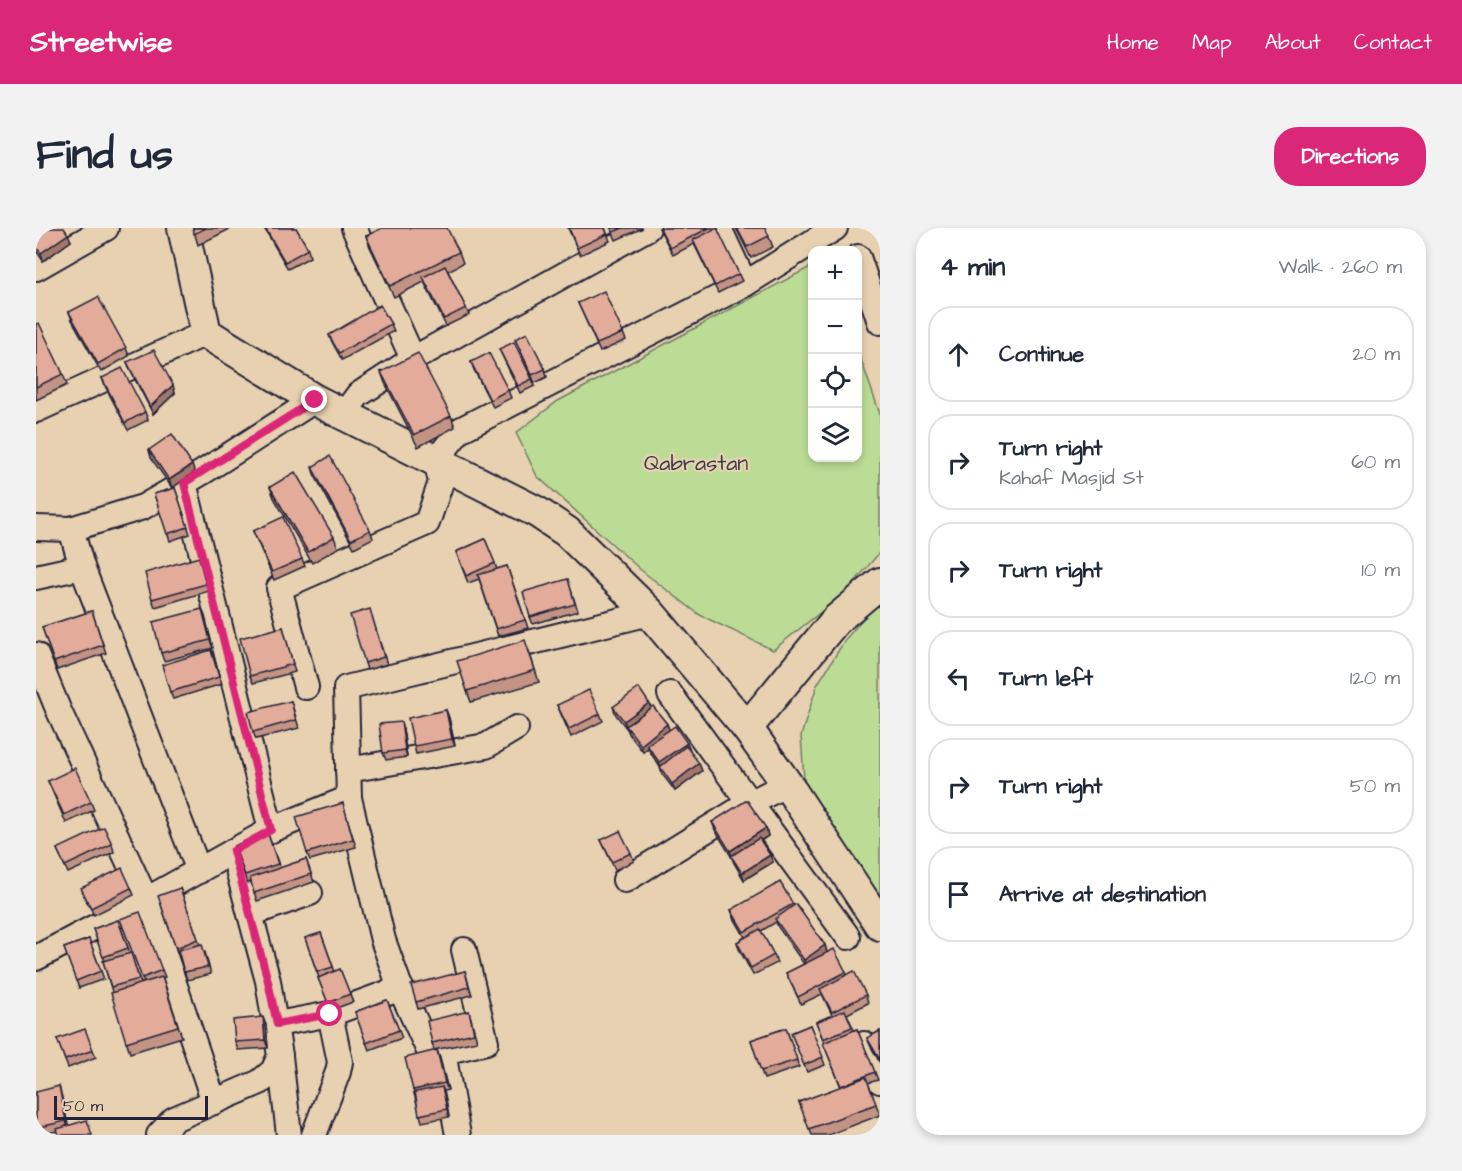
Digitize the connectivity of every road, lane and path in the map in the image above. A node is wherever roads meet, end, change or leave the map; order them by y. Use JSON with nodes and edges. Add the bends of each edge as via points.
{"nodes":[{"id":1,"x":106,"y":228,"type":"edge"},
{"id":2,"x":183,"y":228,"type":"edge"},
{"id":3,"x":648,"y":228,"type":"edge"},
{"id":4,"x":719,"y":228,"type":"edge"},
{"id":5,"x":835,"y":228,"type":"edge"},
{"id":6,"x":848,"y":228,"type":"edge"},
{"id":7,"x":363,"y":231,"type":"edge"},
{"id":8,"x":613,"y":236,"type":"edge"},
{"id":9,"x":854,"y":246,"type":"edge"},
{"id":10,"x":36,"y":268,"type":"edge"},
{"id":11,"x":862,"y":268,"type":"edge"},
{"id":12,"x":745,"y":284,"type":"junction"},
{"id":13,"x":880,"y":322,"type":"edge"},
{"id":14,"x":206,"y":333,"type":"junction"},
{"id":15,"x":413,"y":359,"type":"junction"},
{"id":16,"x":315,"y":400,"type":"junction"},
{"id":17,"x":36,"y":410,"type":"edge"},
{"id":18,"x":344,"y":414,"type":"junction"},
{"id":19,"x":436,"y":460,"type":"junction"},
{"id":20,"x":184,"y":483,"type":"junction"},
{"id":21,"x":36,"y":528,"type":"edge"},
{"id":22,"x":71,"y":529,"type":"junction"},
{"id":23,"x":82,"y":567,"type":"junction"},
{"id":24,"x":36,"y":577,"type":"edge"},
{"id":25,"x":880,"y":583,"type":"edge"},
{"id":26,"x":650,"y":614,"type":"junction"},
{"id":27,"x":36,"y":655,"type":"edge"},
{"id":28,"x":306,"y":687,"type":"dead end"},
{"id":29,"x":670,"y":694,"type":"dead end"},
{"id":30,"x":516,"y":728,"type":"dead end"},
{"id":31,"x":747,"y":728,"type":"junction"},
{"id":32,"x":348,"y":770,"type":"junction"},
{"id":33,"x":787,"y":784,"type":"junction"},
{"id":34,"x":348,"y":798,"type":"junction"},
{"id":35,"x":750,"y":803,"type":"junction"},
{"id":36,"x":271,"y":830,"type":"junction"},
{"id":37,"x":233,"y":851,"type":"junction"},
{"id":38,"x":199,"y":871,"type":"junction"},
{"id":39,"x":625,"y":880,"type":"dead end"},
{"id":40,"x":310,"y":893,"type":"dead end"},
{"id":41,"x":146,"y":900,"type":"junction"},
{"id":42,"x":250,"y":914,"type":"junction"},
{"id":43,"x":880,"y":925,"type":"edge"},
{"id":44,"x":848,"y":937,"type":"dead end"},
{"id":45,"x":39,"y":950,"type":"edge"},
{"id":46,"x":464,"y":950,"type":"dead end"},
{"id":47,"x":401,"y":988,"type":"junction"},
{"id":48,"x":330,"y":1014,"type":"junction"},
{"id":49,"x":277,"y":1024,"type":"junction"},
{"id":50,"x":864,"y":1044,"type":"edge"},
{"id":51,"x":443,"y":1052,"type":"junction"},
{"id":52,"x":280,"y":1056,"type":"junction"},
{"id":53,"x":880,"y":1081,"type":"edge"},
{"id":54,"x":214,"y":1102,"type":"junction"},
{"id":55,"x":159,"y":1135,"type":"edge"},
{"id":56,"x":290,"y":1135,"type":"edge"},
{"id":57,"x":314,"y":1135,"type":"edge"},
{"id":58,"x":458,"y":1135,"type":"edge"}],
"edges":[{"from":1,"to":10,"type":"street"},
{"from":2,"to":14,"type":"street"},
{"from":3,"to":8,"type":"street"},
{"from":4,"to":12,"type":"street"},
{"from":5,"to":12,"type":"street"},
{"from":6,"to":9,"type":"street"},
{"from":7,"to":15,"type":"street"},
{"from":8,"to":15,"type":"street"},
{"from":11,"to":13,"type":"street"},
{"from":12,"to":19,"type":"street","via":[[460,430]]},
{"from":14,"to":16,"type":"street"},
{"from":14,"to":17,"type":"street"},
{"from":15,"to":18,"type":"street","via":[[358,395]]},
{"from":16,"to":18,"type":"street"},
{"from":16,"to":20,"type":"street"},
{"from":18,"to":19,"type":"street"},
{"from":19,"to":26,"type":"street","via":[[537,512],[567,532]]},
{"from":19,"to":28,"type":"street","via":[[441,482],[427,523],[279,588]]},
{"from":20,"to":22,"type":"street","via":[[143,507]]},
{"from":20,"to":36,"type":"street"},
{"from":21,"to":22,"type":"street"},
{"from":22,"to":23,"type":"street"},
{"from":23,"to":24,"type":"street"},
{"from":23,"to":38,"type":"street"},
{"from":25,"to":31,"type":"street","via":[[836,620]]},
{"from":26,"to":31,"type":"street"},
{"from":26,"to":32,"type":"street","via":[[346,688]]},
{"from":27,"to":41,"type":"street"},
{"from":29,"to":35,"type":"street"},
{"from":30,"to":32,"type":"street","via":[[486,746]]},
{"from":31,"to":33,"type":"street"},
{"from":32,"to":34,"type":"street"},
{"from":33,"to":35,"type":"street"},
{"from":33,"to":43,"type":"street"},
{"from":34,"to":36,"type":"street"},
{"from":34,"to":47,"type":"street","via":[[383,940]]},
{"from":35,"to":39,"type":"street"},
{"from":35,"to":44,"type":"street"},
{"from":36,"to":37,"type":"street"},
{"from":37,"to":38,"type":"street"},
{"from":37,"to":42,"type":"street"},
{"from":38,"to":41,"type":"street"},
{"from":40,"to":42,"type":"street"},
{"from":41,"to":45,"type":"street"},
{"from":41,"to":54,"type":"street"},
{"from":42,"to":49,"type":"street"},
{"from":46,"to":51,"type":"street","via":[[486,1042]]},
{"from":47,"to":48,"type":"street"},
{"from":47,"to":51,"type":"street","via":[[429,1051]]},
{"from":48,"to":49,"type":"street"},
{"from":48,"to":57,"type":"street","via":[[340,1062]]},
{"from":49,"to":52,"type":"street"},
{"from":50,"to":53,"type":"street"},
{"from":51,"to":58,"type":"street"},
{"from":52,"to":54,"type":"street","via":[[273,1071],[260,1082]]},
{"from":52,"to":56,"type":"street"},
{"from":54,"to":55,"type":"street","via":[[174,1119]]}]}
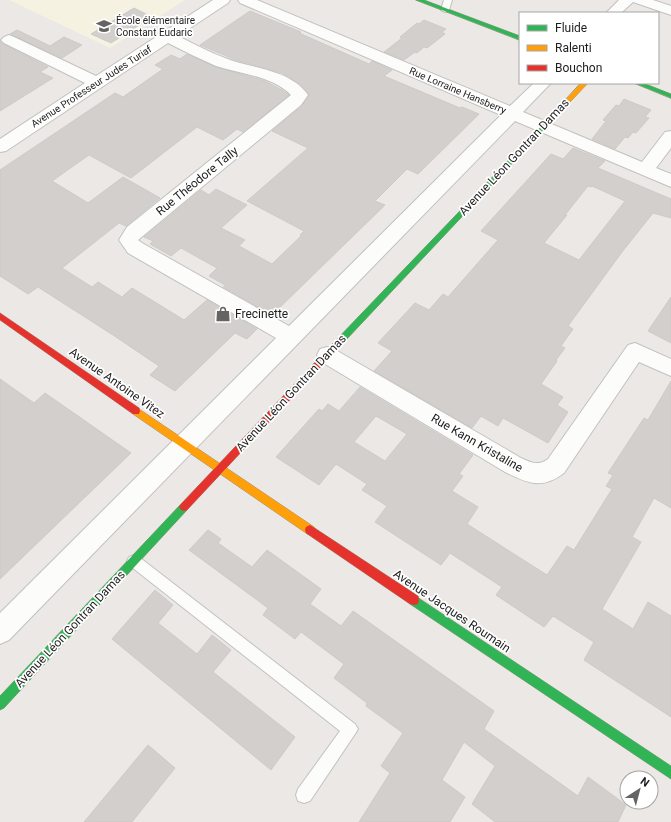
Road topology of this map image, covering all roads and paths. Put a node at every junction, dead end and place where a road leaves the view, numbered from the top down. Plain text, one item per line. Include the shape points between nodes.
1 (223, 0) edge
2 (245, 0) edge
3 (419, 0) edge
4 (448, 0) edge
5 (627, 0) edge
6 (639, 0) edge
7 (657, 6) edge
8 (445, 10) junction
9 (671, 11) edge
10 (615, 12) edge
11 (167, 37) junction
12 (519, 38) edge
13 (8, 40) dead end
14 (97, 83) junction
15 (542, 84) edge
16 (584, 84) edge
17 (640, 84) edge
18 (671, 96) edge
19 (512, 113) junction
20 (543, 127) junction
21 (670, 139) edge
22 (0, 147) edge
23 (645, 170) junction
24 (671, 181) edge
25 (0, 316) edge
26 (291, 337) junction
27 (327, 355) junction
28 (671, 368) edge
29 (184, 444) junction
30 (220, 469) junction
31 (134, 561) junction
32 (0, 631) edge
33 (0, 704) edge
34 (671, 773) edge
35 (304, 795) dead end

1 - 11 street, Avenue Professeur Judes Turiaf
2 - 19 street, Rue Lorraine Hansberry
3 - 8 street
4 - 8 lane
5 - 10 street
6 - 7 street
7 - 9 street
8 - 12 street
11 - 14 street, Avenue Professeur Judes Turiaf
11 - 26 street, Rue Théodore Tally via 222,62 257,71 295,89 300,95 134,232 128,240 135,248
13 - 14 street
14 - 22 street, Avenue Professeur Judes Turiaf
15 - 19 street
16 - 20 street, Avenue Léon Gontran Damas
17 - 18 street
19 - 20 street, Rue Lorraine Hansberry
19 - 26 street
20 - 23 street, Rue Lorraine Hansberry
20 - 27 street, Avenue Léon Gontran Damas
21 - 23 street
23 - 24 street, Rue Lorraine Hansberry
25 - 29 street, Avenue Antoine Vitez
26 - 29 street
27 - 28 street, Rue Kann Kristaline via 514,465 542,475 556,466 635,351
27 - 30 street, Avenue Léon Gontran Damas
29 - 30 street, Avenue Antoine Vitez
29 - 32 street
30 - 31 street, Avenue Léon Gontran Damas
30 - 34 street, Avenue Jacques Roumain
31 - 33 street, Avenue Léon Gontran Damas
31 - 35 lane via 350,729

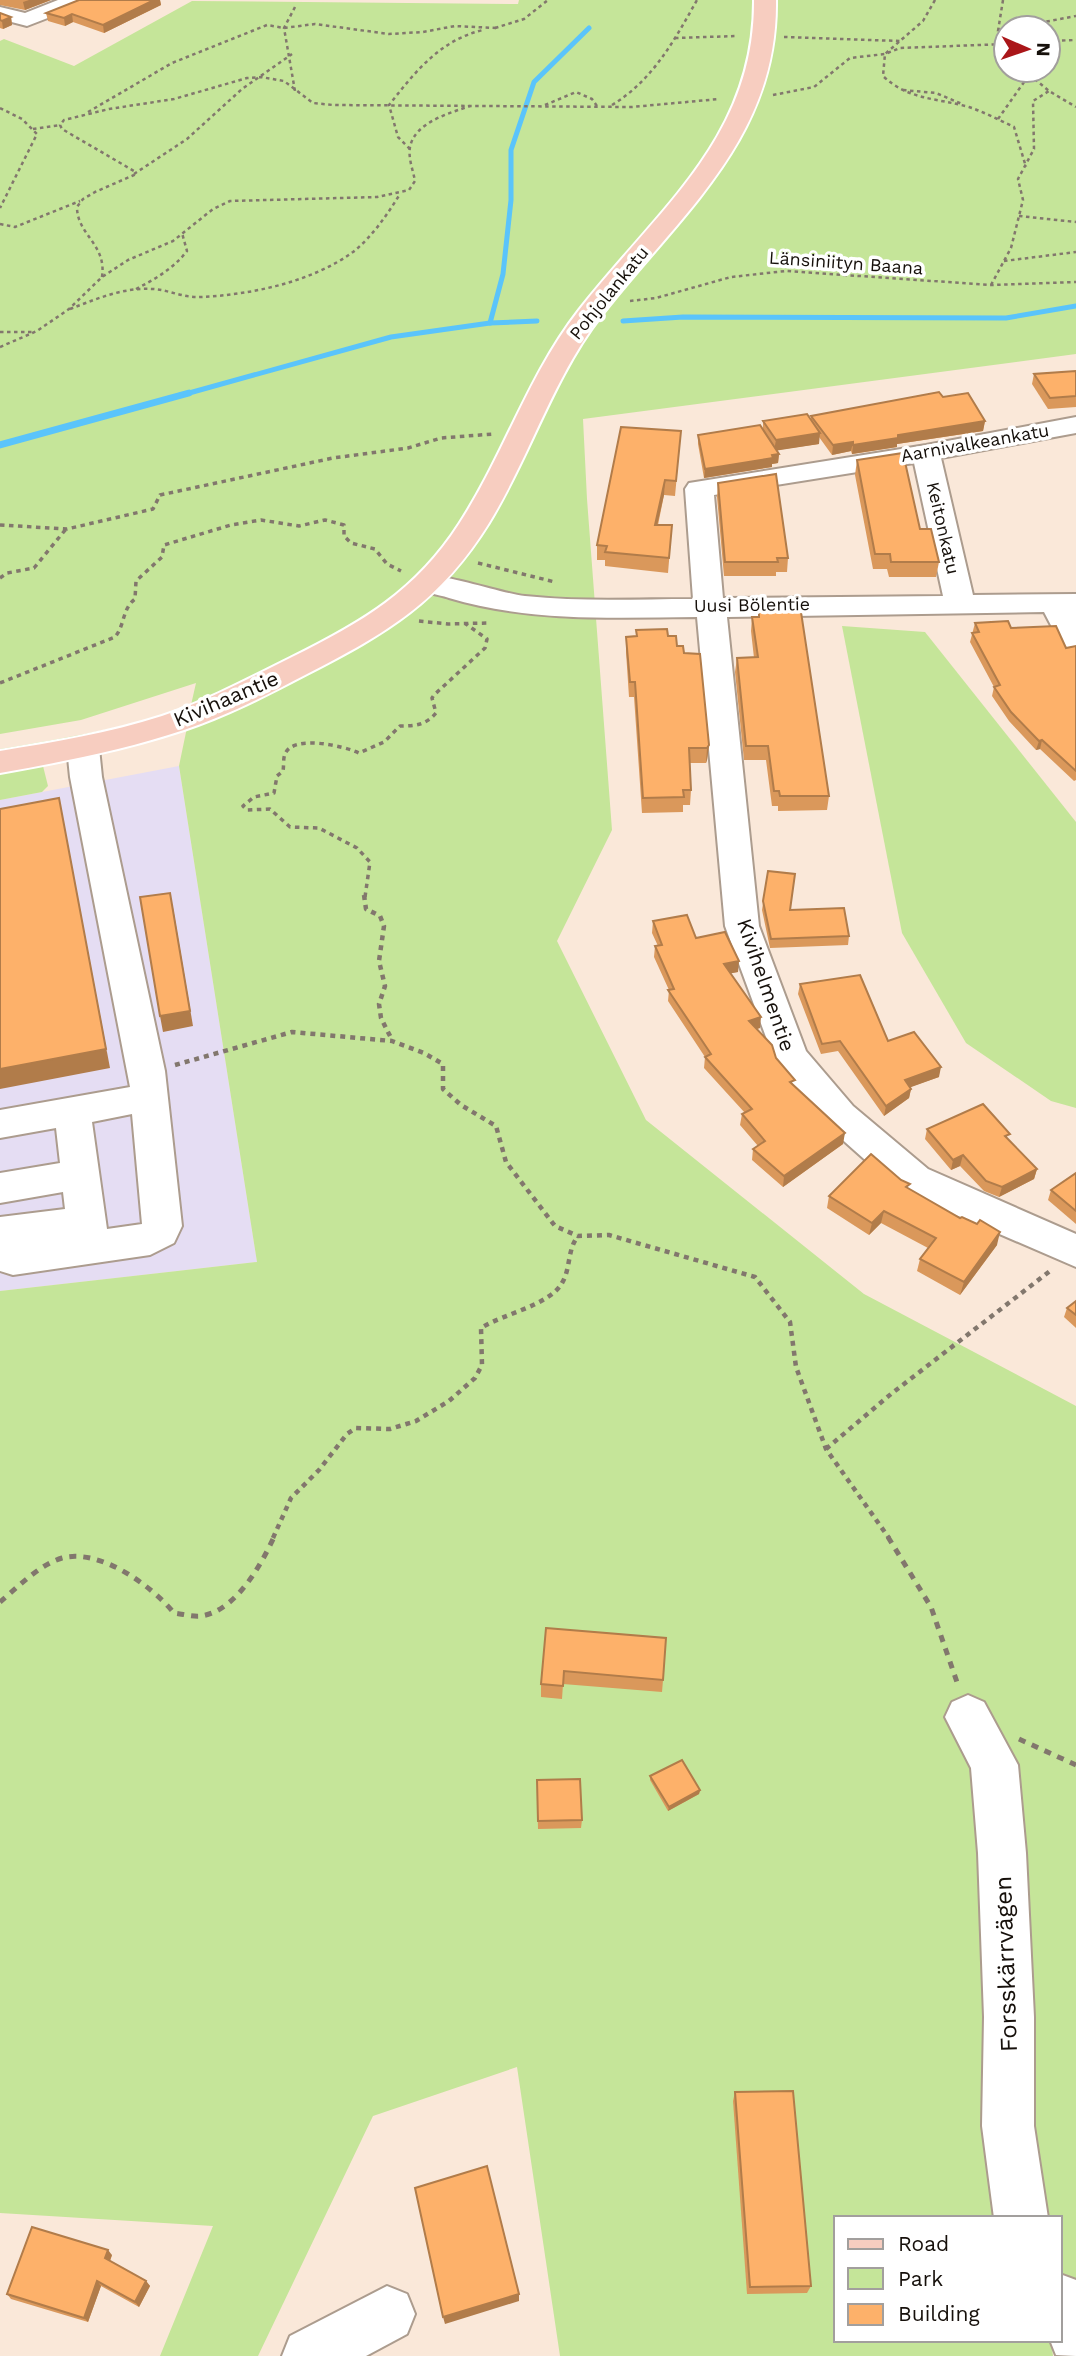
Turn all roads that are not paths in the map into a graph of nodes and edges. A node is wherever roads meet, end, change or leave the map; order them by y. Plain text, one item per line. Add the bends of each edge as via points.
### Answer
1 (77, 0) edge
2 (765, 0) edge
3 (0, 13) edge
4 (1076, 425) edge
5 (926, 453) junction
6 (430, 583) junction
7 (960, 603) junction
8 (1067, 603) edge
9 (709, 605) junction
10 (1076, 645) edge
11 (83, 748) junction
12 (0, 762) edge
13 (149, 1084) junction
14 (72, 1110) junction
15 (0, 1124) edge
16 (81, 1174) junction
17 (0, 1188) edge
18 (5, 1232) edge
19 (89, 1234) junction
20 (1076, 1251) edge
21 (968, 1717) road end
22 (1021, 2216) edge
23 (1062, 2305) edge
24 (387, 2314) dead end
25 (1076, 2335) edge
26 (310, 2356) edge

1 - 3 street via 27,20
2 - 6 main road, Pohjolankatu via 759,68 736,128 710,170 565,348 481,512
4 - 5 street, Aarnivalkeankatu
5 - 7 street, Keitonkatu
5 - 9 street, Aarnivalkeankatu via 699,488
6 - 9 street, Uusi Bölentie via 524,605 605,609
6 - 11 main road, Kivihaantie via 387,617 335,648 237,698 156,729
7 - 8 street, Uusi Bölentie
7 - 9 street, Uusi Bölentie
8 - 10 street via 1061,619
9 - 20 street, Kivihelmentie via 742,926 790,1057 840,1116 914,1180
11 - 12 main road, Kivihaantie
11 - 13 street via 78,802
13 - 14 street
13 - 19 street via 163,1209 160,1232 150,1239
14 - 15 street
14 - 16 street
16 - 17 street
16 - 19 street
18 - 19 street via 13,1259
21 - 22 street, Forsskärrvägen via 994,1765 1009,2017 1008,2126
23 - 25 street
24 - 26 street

▶ WORK ORDER:
Go line by line through the data and copy any that contain "lane".

▶ EXERCISE RESPONSE:
Digitize the connectivity of every road, lane and path in the map in the image above. A node is wherever roads meet, end, change or leave the map; order them by y. Use JSON with nodes and edges. Add the bends of each edge as via points.
4 - 8 lane
31 - 35 lane via 350,729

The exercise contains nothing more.